Fatalities in Oil and Gas Extraction Database…


Discussion

This report is the first to describe the FOG database creation and methods with an overview of worker fatalities during 2014–2019. The number of worker fatalities in the FOG database was less than the number of OGE fatalities in CFOI, which might be attributed to CFOI having access to more data sources for case identification compared with the FOG database. The inclusion criteria between databases also differs. The FOG database included 30 worker fatalities that were OGE related but assigned a NAICS code other than what CFOI identifies as OGE related. Although the purpose of CFOI is to collect a census of fatalities for all industries, the FOG database collects detailed OGE industry-specific information on fatally injured workers who might not typically be classified as working in OGE.

The FOG database also includes worker fatalities attributable to cardiac events and crashes during commutes, both of which are excluded from CFOI. Long commutes are common among OGE workers (5) and capturing fatalities occurring during commutes is vital to fully understand OGE worker fatalities. Cardiac events beginning at work are also important to investigate among OGE workers because exposure to certain chemicals or toxic substances used during OGE activities can mimic or induce cardiac events (30) (Supplementary Appendix 2, https://stacks.cdc.gov/view/cdc/131261). Among the 69 cardiac events, 13 workers had a possible work exposure. Cardiac events also can follow extreme physical exertion, which is common for certain OGE occupations. Working alone is an additional characteristic of OGE work arrangements that is important to consider relative to cardiac events and all fatalities, because 21.5% of worker fatalities in the FOG database were OGE workers working alone. The majority of worker fatalities in FOG also occurred in rural counties (FOG database, unpublished data, 2023), further complicating and potentially delaying emergency response for OGE workers involved in a cardiac or injury incident. Lone worker programs, medical screening, and enhanced exposure controls might be beneficial for the OGE industry (31).

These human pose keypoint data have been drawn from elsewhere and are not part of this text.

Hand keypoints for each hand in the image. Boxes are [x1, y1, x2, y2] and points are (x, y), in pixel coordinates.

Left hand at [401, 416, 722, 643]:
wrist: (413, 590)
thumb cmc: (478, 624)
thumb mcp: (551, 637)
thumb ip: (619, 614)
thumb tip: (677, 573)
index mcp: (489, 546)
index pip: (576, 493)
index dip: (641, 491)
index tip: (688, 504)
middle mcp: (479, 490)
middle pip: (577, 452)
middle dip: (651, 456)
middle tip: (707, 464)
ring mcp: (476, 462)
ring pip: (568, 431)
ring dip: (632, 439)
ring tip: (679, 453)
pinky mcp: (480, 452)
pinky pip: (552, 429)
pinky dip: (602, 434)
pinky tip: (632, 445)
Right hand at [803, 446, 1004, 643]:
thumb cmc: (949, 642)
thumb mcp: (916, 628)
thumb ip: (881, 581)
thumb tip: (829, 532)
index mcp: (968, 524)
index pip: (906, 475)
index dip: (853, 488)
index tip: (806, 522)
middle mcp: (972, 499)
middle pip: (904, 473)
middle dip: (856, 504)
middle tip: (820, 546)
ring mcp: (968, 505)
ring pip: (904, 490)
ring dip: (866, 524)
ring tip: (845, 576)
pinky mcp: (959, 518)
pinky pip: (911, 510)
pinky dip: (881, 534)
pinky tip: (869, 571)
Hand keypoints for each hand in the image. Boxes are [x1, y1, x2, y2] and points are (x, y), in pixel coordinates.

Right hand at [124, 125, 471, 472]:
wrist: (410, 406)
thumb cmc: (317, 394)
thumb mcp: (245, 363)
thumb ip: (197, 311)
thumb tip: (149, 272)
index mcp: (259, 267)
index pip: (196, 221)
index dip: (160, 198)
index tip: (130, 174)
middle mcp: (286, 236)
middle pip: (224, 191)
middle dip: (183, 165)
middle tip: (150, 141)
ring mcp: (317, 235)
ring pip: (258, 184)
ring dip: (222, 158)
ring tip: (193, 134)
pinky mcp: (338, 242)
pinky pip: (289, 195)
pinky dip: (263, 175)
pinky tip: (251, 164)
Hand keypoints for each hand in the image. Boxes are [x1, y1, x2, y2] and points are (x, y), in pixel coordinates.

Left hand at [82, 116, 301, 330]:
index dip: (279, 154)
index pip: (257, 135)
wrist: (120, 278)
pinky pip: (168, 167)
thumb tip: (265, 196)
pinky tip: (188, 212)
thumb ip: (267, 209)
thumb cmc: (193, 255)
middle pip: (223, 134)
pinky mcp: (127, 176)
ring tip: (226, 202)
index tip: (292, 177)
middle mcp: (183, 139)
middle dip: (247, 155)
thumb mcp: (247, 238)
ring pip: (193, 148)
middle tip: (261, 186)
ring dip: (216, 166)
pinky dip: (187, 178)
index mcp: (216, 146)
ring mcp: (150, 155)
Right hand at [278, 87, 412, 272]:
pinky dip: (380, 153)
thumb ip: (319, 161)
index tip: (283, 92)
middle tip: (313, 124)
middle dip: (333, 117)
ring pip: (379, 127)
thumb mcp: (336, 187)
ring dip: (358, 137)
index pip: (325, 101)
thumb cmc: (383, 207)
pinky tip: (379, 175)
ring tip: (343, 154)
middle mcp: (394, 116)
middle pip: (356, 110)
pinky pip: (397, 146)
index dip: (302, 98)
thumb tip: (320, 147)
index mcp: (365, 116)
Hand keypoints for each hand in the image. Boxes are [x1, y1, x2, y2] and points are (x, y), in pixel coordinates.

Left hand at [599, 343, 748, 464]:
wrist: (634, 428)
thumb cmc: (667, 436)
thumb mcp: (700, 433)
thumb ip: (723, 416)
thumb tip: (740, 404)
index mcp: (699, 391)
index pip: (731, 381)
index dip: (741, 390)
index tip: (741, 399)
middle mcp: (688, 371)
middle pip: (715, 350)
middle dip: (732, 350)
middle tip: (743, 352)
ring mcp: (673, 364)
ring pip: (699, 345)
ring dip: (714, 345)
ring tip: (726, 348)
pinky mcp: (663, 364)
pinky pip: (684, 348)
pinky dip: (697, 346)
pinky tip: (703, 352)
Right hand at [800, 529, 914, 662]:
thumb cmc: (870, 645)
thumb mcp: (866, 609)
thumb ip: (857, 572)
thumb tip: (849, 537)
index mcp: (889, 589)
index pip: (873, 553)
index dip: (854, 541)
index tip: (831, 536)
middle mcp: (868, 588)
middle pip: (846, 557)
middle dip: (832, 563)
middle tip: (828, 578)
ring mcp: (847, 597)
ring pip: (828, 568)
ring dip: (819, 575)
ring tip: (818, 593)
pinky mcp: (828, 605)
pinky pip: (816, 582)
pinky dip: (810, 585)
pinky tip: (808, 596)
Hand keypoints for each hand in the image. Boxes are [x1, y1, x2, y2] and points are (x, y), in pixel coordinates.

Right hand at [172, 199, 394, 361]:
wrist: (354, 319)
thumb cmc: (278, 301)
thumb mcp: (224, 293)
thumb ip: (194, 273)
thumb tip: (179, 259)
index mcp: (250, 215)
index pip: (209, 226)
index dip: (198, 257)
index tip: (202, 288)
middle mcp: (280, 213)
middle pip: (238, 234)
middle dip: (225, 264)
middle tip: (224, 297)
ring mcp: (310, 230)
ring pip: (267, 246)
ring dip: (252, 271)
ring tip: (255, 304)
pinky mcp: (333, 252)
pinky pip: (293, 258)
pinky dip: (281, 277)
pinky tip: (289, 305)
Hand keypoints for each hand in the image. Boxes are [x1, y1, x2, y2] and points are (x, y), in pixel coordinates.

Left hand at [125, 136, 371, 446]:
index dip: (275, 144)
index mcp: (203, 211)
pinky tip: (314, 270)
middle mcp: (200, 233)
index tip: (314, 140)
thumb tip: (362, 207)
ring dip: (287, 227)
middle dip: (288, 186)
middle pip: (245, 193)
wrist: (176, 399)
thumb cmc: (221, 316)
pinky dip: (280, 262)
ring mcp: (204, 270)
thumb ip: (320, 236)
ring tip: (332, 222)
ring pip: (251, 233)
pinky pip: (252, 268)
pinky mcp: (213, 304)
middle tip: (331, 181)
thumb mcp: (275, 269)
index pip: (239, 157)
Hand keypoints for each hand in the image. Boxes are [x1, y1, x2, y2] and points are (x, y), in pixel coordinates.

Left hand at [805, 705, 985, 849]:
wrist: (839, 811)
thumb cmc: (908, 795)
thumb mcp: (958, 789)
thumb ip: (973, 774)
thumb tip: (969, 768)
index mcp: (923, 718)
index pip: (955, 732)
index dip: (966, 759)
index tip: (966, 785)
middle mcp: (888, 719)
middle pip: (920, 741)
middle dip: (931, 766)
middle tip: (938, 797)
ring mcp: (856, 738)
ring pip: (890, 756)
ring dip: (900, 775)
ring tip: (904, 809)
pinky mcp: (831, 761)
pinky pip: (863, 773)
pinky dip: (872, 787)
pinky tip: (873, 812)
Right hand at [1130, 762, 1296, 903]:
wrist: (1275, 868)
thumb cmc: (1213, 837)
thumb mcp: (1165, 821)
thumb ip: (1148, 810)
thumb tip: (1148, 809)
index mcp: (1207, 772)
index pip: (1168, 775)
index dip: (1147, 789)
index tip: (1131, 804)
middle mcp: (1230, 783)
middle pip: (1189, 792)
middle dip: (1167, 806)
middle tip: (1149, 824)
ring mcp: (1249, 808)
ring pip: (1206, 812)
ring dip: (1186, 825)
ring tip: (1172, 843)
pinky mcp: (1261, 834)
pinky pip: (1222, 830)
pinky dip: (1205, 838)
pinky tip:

The rate of FOG fatalities per 100 active rotary rigs was calculated to evaluate the association between the number of fatalities each year and the level of industry activity, which has shown contrasting relations in previous years (4,32). Although equivalent numbers of worker fatalities were identified in the FOG database for 2014 and 2019, the corresponding fatality rate for 2019 was approximately twice that of 2014 because fewer rotary rigs were active in 2019. Although the increased fatality rates in 2018 and 2019 compared with earlier years might suggest less safe working conditions resulting from high demand in the industry, the increased rates also might result from increases in drilling efficiency, which leads to lower numbers of active rotary rigs. Both the number of wells drilled and the number of active rotary rigs have decreased in recent years, whereas increases in production have reached new records (33).

Accounting for approximately 40% of U.S. oil production (34), the Permian Basin had the largest proportion of worker fatalities in the FOG database (31.5%). Worker fatalities in the FOG database are largely concentrated in Texas, which is the top oil- and gas-producing state with the majority of active rotary rigs and OGE workers (9,28,35).

Worker demographics and industry characteristics were representative of what is known about the U.S. OGE worker population. Among OGE workers included in the FOG database, the mean age was 41 years, and 14% of workers had Hispanic or Latino ethnicity, which is similar to national estimates of OGE workers identifying a median age of 42.9 years, and 14.6% with Hispanic or Latino ethnicity in 2019 (36); however, a large proportion of data related to demographics in the FOG database was missing. The higher proportion of fatally injured well servicing company workers compared with drilling contractors and operators was similar to the 57.1% of well servicing company workers in the OGE industry in 2019 and consistent with an earlier analysis of CFOI data that OGE well servicing contractors had the highest number of worker fatalities (4,9).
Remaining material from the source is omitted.